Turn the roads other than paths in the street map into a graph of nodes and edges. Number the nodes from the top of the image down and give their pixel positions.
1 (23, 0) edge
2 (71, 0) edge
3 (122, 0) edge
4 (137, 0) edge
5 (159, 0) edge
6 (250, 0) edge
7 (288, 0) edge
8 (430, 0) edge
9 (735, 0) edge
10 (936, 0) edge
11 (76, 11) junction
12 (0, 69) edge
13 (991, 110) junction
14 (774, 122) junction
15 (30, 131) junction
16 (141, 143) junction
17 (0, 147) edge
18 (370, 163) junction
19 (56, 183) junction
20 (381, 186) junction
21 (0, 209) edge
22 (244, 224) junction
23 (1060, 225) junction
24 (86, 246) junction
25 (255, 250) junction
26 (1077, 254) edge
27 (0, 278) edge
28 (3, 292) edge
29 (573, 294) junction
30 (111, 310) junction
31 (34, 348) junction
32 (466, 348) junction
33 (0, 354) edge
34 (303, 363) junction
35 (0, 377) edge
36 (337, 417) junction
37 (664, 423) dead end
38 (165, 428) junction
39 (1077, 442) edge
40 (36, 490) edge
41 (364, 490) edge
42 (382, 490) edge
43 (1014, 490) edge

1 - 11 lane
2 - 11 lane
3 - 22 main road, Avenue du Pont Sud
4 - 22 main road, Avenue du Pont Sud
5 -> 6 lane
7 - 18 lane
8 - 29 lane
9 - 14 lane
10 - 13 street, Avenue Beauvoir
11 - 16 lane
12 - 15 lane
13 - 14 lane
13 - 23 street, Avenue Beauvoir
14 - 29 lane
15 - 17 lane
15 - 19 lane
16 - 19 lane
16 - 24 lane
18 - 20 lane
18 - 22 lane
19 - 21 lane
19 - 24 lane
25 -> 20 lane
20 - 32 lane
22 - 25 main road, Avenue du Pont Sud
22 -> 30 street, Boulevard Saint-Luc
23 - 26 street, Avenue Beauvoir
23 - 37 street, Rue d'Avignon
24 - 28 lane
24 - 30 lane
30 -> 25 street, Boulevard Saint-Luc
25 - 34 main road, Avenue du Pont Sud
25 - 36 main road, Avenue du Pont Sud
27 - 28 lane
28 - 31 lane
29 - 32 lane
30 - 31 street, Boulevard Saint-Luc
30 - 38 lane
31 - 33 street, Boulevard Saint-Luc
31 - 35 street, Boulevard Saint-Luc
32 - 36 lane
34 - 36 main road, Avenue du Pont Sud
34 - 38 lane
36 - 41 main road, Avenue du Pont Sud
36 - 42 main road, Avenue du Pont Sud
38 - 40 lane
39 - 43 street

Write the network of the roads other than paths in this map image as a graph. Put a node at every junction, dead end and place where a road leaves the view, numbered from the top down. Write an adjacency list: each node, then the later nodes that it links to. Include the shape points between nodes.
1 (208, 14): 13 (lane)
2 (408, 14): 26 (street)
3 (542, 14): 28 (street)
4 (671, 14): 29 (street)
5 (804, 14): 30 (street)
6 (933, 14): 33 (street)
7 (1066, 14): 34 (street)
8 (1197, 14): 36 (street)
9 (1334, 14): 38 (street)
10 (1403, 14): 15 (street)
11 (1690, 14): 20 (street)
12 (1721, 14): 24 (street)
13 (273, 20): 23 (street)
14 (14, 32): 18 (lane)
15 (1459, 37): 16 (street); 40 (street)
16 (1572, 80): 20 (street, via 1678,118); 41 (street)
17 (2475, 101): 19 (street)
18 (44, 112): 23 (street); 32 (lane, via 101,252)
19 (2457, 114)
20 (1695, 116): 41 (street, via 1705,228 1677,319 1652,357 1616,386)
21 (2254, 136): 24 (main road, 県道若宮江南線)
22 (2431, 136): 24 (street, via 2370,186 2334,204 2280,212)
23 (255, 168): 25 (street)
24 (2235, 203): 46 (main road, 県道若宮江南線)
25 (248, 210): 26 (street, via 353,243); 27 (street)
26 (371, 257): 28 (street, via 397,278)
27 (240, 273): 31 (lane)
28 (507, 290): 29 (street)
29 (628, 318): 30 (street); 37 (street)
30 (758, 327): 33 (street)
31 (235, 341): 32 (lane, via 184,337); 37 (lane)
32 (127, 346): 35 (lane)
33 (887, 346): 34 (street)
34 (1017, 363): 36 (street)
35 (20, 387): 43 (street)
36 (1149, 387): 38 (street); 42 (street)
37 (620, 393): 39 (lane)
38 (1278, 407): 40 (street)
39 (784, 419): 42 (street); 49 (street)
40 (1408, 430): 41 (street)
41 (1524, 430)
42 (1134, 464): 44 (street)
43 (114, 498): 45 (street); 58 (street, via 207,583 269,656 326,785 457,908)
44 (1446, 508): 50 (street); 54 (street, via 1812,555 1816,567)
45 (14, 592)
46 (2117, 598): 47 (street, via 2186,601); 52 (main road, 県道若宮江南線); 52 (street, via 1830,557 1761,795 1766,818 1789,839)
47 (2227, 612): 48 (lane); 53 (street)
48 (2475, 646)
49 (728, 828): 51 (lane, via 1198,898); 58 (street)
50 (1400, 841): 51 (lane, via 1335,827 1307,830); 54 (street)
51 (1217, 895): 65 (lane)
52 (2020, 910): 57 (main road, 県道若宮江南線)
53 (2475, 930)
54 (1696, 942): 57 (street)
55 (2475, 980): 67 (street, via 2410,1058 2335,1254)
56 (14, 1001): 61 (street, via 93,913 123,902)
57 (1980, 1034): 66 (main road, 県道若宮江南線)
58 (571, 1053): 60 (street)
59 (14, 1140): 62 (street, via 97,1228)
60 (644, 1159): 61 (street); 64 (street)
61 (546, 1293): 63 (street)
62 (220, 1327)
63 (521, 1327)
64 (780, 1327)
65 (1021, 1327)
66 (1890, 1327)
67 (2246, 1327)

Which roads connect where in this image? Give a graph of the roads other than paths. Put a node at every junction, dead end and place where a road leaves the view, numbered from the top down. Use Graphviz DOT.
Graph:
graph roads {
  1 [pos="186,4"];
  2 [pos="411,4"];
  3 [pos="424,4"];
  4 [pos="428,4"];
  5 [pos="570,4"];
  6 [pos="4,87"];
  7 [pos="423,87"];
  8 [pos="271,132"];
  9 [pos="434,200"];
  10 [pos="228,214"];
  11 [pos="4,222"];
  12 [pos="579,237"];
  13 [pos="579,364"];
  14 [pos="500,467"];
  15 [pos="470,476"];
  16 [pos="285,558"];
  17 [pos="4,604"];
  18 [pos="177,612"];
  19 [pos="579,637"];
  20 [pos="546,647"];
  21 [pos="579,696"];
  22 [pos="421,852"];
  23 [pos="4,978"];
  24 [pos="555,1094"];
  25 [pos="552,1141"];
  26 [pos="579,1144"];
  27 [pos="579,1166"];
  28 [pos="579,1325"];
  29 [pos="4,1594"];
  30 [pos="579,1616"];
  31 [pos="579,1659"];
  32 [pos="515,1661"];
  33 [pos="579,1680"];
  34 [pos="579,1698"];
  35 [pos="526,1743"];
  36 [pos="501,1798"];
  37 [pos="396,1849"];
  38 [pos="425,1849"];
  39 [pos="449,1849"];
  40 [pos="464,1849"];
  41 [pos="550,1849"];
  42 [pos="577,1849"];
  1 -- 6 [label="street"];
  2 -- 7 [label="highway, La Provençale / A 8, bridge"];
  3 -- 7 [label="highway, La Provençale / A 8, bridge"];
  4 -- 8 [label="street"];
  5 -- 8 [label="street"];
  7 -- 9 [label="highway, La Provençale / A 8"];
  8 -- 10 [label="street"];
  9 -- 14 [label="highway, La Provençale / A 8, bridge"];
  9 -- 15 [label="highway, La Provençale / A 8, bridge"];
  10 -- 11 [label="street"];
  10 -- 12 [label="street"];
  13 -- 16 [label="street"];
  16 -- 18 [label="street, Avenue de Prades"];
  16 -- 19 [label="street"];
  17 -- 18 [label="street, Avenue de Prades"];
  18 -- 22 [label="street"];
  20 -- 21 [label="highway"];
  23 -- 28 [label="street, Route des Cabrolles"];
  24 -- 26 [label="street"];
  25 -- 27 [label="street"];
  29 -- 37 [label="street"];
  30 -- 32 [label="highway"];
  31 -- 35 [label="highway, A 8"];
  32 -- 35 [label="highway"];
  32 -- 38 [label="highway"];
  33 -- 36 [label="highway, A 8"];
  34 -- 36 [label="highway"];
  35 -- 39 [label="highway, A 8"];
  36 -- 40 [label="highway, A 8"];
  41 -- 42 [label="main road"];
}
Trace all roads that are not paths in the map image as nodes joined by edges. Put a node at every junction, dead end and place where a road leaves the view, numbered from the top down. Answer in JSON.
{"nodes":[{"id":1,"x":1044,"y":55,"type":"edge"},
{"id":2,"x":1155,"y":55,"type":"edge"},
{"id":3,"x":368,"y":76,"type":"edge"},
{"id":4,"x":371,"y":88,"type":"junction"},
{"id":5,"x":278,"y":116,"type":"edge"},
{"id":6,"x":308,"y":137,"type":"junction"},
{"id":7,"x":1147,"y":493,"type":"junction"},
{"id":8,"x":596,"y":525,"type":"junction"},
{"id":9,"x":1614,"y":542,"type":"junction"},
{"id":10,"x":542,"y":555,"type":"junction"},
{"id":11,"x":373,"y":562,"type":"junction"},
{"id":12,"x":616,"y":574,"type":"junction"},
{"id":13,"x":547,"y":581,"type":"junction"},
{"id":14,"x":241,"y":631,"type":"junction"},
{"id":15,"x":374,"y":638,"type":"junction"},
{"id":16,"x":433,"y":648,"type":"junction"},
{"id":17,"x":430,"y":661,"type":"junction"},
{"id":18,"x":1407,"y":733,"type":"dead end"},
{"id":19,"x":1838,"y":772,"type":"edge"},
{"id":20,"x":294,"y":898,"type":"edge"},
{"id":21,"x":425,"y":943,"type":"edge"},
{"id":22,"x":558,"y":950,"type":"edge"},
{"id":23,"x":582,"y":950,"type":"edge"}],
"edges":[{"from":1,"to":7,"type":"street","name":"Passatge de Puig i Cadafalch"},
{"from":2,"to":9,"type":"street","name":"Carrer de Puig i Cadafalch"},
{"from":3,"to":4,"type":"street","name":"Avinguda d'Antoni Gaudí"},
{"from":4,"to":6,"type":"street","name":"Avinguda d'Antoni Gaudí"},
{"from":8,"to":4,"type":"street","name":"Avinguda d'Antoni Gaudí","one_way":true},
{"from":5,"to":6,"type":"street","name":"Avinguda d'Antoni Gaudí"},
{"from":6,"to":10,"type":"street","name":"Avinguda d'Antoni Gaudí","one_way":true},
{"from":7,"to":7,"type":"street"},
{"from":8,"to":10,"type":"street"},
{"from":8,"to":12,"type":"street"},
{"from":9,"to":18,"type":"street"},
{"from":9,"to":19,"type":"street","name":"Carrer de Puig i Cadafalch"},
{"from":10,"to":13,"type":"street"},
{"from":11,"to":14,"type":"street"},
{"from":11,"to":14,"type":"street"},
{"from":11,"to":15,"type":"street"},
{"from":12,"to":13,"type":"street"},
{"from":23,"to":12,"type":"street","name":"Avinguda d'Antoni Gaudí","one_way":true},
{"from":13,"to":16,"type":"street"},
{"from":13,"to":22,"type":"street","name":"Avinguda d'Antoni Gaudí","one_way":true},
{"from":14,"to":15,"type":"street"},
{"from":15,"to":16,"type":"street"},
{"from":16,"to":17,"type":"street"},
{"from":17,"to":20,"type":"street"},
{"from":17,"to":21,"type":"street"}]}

### Work required
Whenever a line above includes the string "Boulevard", copy it.

### Solution to this exercise
22 -> 30 street, Boulevard Saint-Luc
30 -> 25 street, Boulevard Saint-Luc
30 - 31 street, Boulevard Saint-Luc
31 - 33 street, Boulevard Saint-Luc
31 - 35 street, Boulevard Saint-Luc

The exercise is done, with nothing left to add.